The Dangers of Predicting the Future

The instant-analysis business is a tricky one. None of us have working crystal balls; any attempt to predict the future, even the five-minutes-from-now future, is risky.

For example, on January 31, mere hours before Microsoft made its unsolicted $44 billion-plus offer for Yahoo, Forrester Research, my alma matter, posted a research note with the following headline and deck:

Microsoft Will Make Small Acquisitions
Its Size, Visibility To Antitrust Bodies, And Strategy Rule Out Big Deals

I’m not pointing this out to embarrass a particular firm. Most prognosticators play the same dangerous game. Indeed, Gartner Group, the leader in the tech-research space, has been known to quantify its predictions in its reports. When it expresses 90 percent confidence, it means that there’s a one in 10 chance that its preimum-priced look into the future is out of focus. They’re not sure.

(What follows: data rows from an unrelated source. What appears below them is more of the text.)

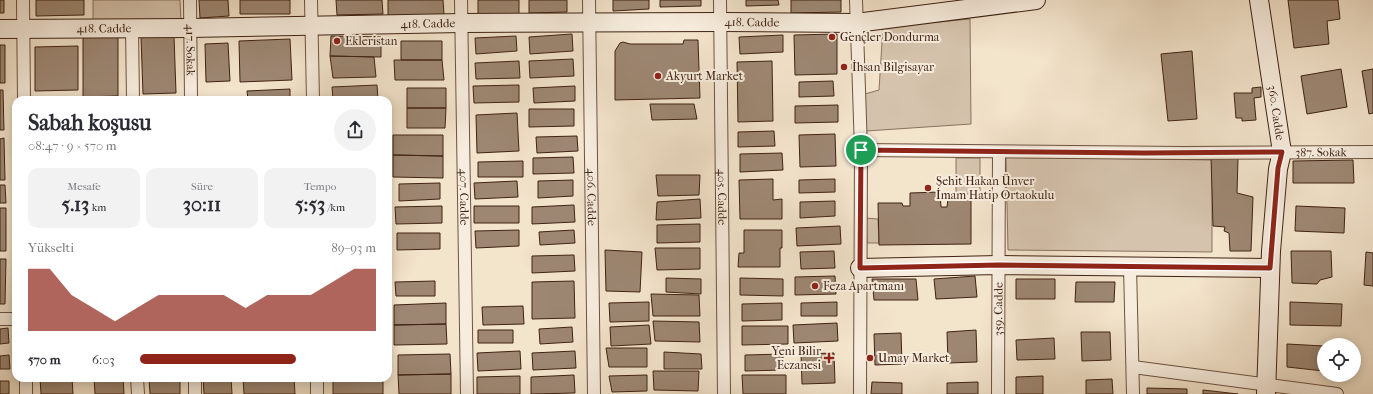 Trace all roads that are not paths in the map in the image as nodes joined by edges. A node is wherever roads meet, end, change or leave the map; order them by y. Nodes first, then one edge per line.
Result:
1 (23, 0) edge
2 (190, 0) edge
3 (311, 0) edge
4 (462, 0) edge
5 (589, 0) edge
6 (720, 0) edge
7 (856, 0) edge
8 (1036, 0) edge
9 (1259, 0) edge
10 (590, 22) junction
11 (721, 22) junction
12 (462, 23) junction
13 (856, 23) junction
14 (312, 25) junction
15 (132, 28) junction
16 (190, 28) junction
17 (0, 29) edge
18 (24, 29) junction
19 (24, 96) edge
20 (133, 96) edge
21 (191, 96) edge
22 (313, 96) edge
23 (861, 150) junction
24 (999, 152) junction
25 (1282, 152) junction
26 (1373, 152) edge
27 (999, 265) junction
28 (1130, 266) junction
29 (860, 268) junction
30 (1270, 268) junction
31 (0, 319) edge
32 (12, 319) edge
33 (1133, 367) junction
34 (26, 382) edge
35 (137, 382) edge
36 (195, 382) edge
37 (317, 382) edge
38 (1266, 390) edge
39 (26, 394) edge
40 (138, 394) edge
41 (196, 394) edge
42 (317, 394) edge
43 (467, 394) edge
44 (594, 394) edge
45 (724, 394) edge
46 (860, 394) edge
47 (998, 394) edge
48 (1133, 394) edge
49 (1337, 394) edge

1 - 18 street
2 - 16 street, 417. Sokak
3 - 14 street
4 - 12 street, 407. Cadde
5 - 10 street, 406. Cadde
6 - 11 street, 405. Cadde
7 - 13 street
8 - 13 street, 418. Cadde
9 - 25 street, 360. Cadde
10 - 11 street, 418. Cadde
10 - 12 street, 418. Cadde
10 - 44 street, 406. Cadde
11 - 13 street, 418. Cadde
11 - 45 street, 405. Cadde
12 - 14 street, 418. Cadde
12 - 43 street, 407. Cadde
13 - 23 street
14 - 16 street, 418. Cadde
14 - 22 street
15 - 16 street, 418. Cadde
15 - 18 street, 418. Cadde
15 - 20 street
16 - 21 street, 417. Sokak
17 - 18 street, 418. Cadde
18 - 19 street
23 - 24 street, 387. Sokak
23 - 29 street
24 - 25 street, 387. Sokak
24 - 27 street, 359. Cadde
25 - 26 street, 387. Sokak
25 - 30 street, 360. Cadde
27 - 28 street
27 - 29 street
27 - 47 street, 359. Cadde
28 - 30 street
28 - 33 street
29 - 46 street
30 - 38 street, 360. Cadde
31 - 32 street
33 - 38 street
33 - 48 street
34 - 39 street
35 - 40 street
36 - 41 street
37 - 42 street
38 - 49 street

We all want to know what comes next. It would be great to know in advance if buying that stock, taking that job, or marrying that person is the right idea. But we can’t. As Salman Rushdie wrote during his years on the run from the fatwa, “Our lives tell us who we are.” We can’t know for sure how things will turn out until they happen.

But we can surmise the context in which the future will occur. We can aggregate early signals and make smart decisions based on them. Rather than calling outcomes, we’re here to call trends, to cut through conflicting signals and discern the most powerful ones. We don’t know which company will become the leader in multitouch devices, for example, but we’ve seen plenty of signals to support a contention that multitouch will be huge in the years to come. That’s why I’m so excited about two just-around-the-corner events, TED and our own ETech: They give you a peek into the future, straight from some of the places where it’s happening already.